Using the data below, gather each line that includes the word "Kebun".

[Opening Data for this task section]

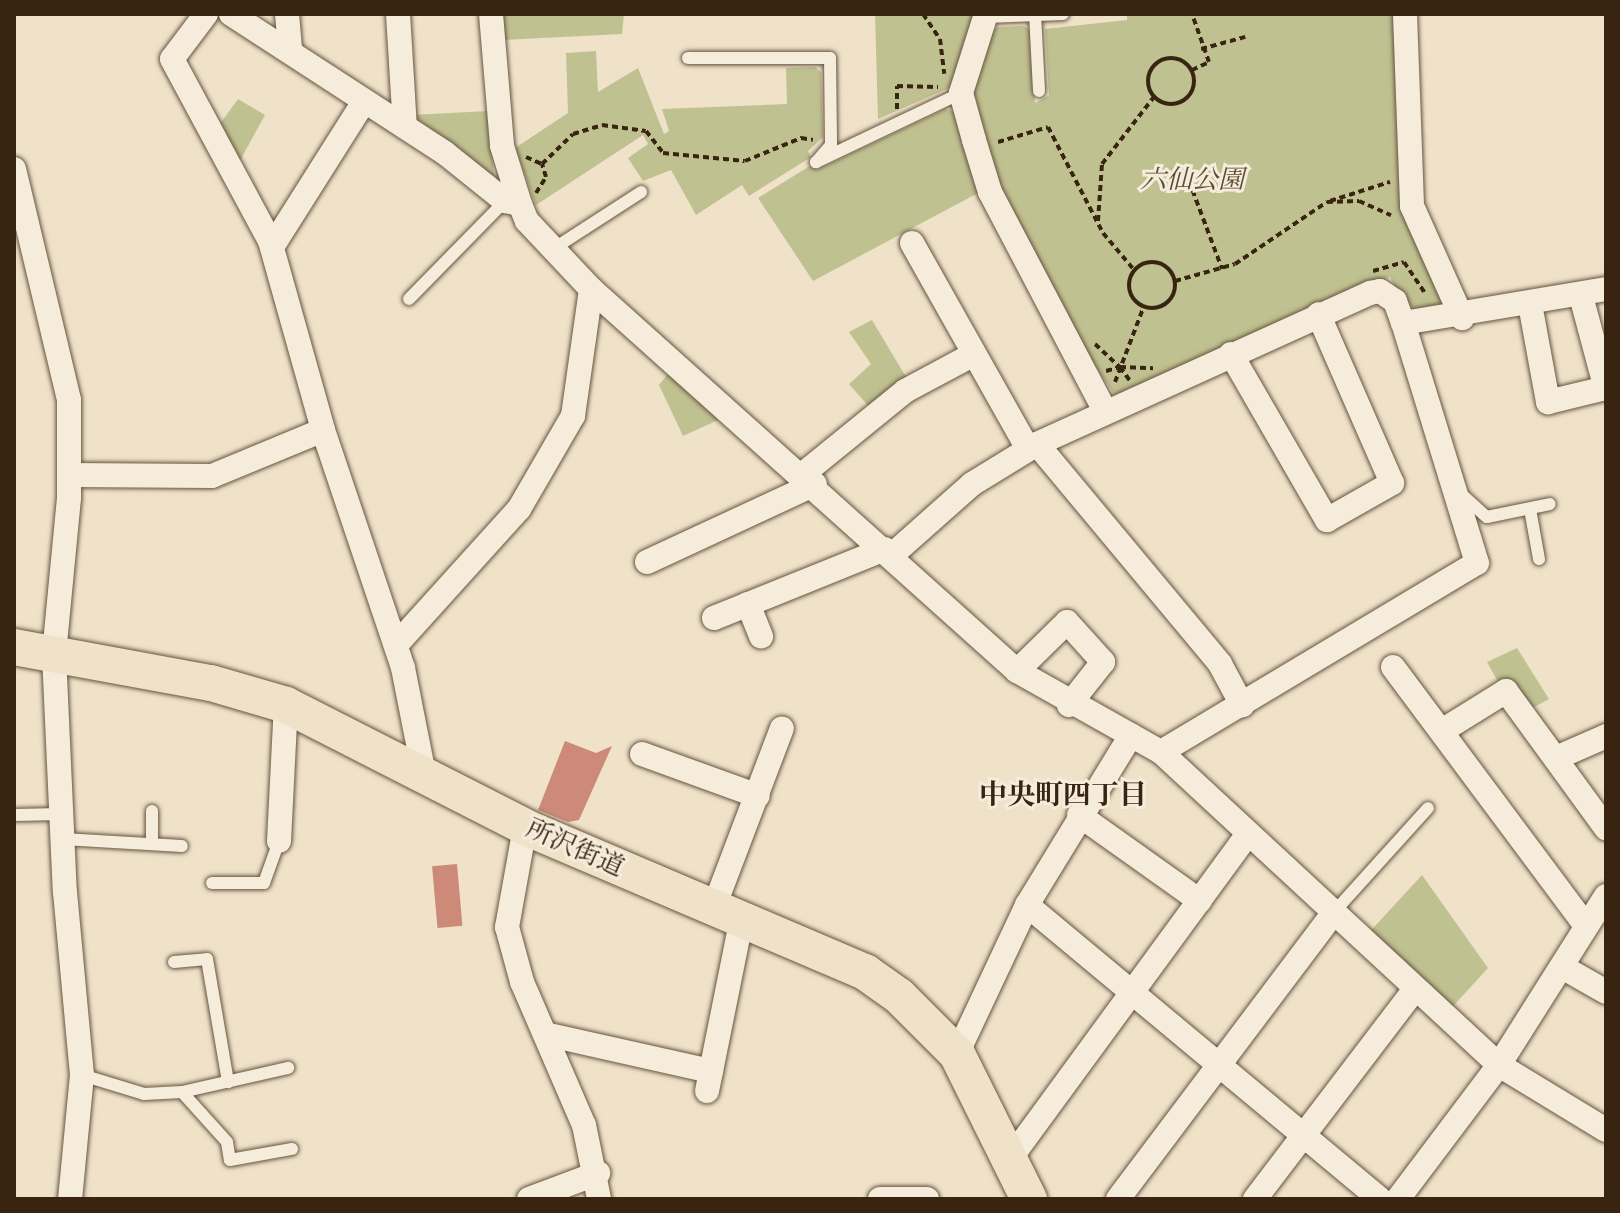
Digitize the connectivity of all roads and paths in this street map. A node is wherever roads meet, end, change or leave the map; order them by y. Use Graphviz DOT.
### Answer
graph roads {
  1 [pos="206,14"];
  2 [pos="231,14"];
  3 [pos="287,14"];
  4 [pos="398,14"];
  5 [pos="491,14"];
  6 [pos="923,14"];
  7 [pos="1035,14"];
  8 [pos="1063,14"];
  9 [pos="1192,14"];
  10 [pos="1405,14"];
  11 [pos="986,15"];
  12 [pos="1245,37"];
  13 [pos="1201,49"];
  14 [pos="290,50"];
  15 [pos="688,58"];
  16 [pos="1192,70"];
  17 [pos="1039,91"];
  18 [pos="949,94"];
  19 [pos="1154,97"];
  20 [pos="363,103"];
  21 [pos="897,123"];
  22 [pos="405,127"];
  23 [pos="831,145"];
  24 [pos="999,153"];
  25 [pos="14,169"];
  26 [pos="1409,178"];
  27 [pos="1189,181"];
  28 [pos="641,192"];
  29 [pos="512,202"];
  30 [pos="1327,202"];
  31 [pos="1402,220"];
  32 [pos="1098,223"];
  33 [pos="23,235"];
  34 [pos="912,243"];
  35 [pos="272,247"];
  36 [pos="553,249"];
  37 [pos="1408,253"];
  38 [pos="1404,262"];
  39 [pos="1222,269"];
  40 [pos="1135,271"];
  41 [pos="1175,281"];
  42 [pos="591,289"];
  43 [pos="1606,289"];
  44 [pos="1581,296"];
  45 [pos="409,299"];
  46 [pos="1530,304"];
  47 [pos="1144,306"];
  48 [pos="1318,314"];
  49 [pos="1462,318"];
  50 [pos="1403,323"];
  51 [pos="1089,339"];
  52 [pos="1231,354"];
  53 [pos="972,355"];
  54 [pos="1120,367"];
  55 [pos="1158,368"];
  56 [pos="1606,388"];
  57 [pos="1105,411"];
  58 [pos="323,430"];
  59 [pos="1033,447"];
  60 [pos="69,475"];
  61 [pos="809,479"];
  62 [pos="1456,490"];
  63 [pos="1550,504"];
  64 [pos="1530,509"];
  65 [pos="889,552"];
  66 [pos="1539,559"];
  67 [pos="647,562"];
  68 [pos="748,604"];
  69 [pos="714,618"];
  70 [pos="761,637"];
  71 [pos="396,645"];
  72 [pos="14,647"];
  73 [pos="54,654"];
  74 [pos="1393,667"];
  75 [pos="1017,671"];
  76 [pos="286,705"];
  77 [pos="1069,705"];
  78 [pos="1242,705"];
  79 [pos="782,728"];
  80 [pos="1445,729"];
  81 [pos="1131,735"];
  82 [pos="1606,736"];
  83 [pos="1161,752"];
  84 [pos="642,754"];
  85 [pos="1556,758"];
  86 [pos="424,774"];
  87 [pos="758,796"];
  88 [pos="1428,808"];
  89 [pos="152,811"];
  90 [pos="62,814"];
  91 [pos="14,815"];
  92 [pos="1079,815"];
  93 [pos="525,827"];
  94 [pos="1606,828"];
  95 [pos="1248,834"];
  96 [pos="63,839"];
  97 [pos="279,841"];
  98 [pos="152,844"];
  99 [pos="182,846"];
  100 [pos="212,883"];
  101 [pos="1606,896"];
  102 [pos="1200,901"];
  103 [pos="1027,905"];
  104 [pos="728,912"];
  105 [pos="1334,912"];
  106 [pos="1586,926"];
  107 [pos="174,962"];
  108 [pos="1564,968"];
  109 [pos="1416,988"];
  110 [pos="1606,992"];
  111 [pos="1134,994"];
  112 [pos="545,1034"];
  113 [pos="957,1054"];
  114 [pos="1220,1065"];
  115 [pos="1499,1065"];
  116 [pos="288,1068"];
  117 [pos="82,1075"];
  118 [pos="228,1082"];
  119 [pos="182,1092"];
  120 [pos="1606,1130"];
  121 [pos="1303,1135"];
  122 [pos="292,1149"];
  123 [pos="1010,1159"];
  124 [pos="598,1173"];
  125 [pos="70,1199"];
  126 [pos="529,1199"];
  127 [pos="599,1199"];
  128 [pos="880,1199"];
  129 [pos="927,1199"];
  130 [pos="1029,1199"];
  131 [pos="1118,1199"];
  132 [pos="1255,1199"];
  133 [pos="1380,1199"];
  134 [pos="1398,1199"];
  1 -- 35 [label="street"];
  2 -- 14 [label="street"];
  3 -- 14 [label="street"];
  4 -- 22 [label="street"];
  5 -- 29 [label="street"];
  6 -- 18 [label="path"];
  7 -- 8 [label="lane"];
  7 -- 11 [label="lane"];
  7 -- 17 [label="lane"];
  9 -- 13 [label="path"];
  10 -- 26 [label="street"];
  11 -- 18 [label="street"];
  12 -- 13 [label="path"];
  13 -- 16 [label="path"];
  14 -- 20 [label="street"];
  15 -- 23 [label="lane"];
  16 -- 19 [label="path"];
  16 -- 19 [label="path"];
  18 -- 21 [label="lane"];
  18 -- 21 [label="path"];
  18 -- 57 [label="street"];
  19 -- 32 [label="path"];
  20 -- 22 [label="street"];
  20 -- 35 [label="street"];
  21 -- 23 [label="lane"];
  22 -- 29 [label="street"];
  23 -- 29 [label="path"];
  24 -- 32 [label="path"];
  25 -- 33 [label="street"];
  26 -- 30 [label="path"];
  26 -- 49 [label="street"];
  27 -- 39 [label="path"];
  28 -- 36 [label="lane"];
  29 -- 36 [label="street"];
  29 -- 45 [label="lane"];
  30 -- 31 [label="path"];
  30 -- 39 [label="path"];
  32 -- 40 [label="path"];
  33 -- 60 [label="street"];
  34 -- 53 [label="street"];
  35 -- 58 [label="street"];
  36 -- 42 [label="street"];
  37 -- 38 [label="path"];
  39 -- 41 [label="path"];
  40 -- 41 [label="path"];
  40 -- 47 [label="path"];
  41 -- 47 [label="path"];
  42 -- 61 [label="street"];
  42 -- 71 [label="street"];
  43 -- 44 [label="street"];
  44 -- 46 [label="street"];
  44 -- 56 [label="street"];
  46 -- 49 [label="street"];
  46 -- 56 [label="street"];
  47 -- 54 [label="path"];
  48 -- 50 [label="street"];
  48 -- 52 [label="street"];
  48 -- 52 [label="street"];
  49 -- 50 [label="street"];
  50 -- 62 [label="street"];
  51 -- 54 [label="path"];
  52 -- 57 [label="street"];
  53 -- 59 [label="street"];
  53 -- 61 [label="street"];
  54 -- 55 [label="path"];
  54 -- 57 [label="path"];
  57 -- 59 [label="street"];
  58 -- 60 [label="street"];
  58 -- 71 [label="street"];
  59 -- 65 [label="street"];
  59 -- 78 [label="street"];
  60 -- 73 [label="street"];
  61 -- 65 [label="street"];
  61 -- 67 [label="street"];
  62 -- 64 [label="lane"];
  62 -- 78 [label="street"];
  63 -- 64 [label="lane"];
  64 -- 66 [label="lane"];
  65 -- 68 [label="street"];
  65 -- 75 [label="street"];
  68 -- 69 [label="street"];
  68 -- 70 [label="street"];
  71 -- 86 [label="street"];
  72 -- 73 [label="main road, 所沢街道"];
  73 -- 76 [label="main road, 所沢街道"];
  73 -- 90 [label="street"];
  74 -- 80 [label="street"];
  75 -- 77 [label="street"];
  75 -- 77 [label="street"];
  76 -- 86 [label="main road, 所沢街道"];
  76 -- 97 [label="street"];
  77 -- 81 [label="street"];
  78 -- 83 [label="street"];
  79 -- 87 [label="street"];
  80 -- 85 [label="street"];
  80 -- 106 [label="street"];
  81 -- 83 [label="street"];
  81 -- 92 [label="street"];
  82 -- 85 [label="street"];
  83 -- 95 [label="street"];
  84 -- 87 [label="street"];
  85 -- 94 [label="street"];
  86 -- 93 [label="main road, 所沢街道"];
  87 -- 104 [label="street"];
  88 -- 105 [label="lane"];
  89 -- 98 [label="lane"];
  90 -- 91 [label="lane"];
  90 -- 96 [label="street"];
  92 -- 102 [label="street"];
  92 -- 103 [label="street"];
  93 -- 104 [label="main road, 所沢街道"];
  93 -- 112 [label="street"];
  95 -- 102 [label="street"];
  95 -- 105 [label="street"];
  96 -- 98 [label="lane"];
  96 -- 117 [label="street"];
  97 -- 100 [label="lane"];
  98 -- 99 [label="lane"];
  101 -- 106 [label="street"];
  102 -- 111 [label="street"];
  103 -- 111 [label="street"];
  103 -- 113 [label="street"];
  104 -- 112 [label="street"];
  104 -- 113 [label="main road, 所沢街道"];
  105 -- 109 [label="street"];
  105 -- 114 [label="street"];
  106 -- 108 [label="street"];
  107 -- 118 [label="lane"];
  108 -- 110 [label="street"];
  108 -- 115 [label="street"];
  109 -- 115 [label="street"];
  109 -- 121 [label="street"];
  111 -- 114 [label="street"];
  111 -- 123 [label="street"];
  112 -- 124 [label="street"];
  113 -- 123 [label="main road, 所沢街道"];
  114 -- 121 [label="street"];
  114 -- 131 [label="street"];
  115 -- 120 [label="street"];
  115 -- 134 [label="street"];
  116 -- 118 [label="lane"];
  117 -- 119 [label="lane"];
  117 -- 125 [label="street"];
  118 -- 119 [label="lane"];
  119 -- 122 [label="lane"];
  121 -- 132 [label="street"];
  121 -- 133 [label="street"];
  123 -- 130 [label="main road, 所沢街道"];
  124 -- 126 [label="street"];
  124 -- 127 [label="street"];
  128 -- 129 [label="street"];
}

[Closing Data for this task section]
[Opening Data for this task section]

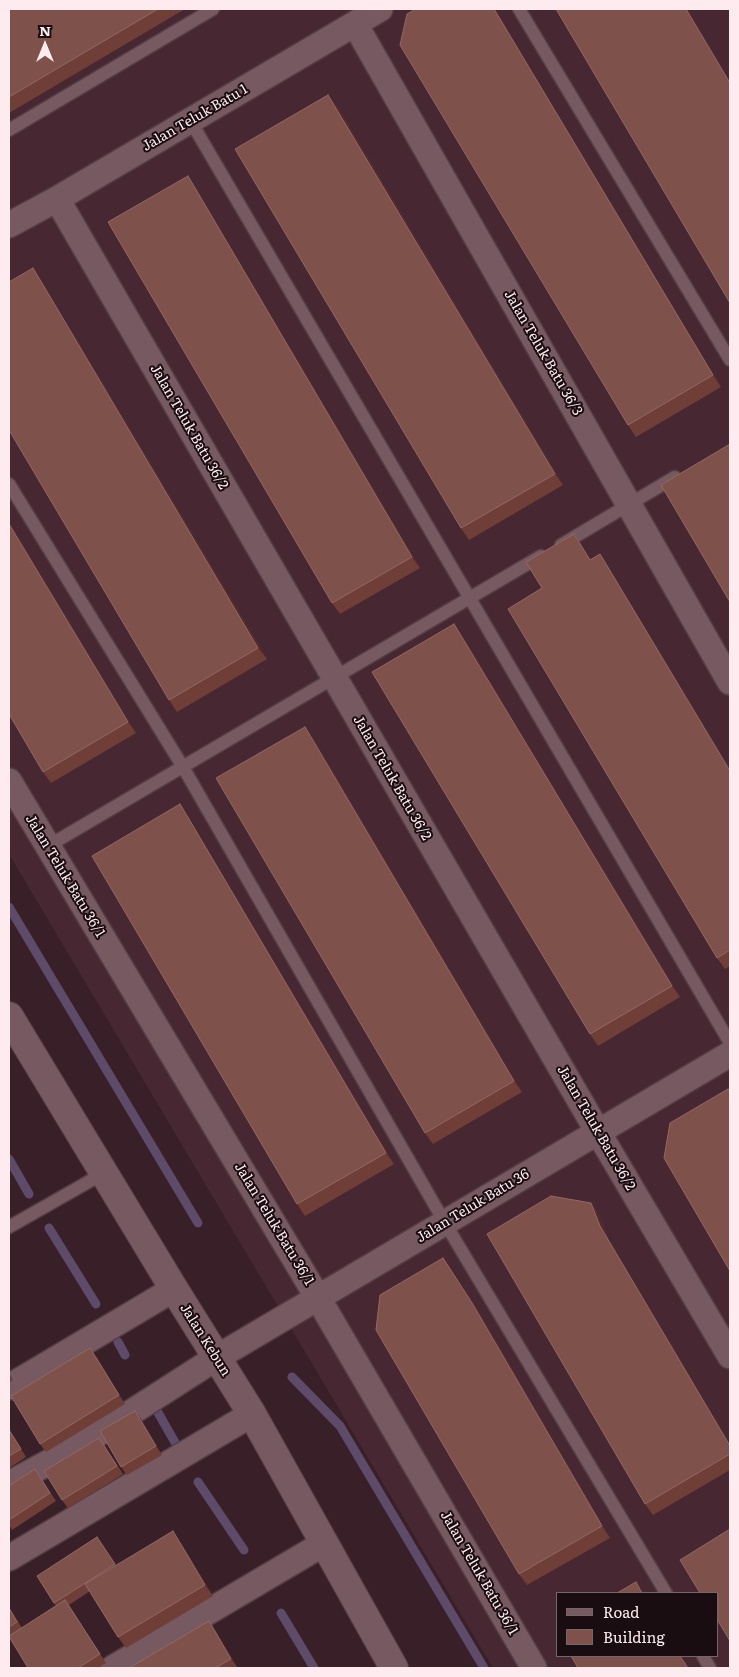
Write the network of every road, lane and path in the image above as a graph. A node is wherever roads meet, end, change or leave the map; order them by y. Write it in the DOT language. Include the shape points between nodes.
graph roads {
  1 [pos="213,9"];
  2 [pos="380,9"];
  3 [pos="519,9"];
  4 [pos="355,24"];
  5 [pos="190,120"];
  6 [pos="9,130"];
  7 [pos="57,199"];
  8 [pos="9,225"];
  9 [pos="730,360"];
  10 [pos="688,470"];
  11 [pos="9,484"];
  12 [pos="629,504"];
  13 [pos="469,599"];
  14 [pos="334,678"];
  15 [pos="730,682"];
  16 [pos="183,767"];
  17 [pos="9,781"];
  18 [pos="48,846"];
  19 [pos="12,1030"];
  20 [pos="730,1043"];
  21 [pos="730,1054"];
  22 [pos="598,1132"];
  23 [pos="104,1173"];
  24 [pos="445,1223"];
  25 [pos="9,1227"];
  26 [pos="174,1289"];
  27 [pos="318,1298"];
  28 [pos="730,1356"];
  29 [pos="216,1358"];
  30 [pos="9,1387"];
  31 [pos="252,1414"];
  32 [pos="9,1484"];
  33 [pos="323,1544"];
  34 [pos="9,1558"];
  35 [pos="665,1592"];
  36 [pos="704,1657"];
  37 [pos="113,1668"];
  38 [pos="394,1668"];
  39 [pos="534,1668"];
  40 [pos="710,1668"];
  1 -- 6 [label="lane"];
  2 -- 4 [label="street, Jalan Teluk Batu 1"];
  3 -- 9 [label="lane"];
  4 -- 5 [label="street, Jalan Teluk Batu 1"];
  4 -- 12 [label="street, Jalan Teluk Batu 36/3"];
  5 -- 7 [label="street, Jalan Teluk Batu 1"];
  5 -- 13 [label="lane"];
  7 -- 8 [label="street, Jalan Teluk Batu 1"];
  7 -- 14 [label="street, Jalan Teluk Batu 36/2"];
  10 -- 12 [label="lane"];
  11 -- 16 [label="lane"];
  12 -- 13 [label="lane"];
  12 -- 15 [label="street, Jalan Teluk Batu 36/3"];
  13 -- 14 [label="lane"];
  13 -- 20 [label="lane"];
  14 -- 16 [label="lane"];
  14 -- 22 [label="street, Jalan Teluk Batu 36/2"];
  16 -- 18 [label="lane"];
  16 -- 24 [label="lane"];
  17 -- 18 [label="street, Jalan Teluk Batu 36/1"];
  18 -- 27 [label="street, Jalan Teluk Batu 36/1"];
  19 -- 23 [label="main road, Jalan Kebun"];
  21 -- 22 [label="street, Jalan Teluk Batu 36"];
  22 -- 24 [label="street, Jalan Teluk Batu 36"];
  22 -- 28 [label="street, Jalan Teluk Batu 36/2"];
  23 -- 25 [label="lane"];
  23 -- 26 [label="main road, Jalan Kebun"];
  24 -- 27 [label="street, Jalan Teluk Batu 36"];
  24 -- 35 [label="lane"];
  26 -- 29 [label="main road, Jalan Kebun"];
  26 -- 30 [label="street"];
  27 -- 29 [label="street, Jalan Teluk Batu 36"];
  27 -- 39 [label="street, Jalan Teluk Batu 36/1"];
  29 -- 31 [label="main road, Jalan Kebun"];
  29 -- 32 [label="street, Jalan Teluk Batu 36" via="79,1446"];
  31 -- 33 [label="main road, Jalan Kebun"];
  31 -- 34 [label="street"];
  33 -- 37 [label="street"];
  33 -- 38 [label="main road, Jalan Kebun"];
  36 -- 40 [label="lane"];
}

[Closing Data for this task section]

**Exercise response**
  19 -- 23 [label="main road, Jalan Kebun"];
  23 -- 26 [label="main road, Jalan Kebun"];
  26 -- 29 [label="main road, Jalan Kebun"];
  29 -- 31 [label="main road, Jalan Kebun"];
  31 -- 33 [label="main road, Jalan Kebun"];
  33 -- 38 [label="main road, Jalan Kebun"];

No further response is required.